On December 14, 2015, Plaintiff filed the instant renewed motion for default judgment against Defendants Organic Alliance and Booth. ECF No. 41. No opposition was filed, and the time to do so has now passed.

II. LEGAL STANDARD

Pursuant to Rule 55(b)(2), the court may enter a default judgment when the clerk, under Rule 55(a), has previously entered the party's default. Fed. R. Civ. P. 55(b). "The district court's decision whether to enter a default judgment is a discretionary one." Aldabe v. Aldabe, 616 F.2d 1089, 1092 (9th Cir. 1980). Once the Clerk of Court enters default, all well-pleaded allegations regarding liability are taken as true, except with respect to damages. See Fair Hous. of Marin v. Combs, 285 F.3d 899, 906 (9th Cir. 2002); TeleVideo Sys. v. Heidenthal, 826 F.2d 915, 917-18 (9th Cir. 1987); Philip Morris USA v. Castworld Prods., 219 F.R.D. 494, 499 (C.D. Cal. 2003) ("[B]y defaulting, Defendant is deemed to have admitted the truth of Plaintiff's averments."). "In applying this discretionary standard, default judgments are more often granted than denied." Philip Morris, 219 F.R.D. at 498 (citation omitted).

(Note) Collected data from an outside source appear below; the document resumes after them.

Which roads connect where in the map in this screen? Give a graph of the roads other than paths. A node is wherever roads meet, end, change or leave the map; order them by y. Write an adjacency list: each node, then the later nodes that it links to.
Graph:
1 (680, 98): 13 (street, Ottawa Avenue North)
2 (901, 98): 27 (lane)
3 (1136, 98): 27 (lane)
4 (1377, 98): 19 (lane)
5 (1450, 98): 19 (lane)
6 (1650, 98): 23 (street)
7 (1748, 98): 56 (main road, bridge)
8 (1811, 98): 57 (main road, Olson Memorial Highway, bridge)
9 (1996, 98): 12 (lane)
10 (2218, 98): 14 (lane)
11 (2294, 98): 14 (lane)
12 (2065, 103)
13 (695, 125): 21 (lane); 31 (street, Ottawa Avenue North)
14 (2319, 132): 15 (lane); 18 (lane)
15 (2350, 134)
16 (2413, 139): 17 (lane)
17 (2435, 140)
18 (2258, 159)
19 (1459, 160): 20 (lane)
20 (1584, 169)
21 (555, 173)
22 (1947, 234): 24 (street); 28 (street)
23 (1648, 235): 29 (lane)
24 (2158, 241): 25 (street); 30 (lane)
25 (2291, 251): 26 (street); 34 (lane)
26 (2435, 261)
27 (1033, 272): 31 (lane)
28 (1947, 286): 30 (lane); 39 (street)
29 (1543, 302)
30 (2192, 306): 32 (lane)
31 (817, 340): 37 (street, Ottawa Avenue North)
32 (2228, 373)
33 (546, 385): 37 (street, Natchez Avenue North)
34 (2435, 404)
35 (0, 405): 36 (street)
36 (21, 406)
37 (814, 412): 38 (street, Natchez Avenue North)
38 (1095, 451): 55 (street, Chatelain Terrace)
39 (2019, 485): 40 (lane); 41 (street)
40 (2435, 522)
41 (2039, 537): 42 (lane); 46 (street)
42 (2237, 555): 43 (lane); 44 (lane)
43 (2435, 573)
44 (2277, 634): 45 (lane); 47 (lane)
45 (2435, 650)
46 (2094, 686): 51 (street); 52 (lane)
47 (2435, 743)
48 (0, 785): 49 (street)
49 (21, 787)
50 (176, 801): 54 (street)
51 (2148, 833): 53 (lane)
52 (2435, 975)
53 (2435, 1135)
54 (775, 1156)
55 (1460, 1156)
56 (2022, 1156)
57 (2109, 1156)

"Factors which may be considered by courts in exercising discretion as to the entry of a default judgment include: (1) the possibility of prejudice to the plaintiff, (2) the merits of plaintiff's substantive claim, (3) the sufficiency of the complaint, (4) the sum of money at stake in the action; (5) the possibility of a dispute concerning material facts; (6) whether the default was due to excusable neglect, and (7) the strong policy underlying the Federal Rules of Civil Procedure favoring decisions on the merits." Eitel v. McCool, 782 F.2d 1470, 1471-72 (9th Cir. 1986).

III. DISCUSSION

A. Jurisdiction

"When entry of judgment is sought against a party who has failed to plead or otherwise defend, a district court has an affirmative duty to look into its jurisdiction over both the subject matter and the parties. A judgment entered without personal jurisdiction over the parties is void." In re Tuli, 172 F.3d 707, 712 (9th Cir. 1999) (citations omitted). The Court thus begins by evaluating subject matter jurisdiction and personal jurisdiction.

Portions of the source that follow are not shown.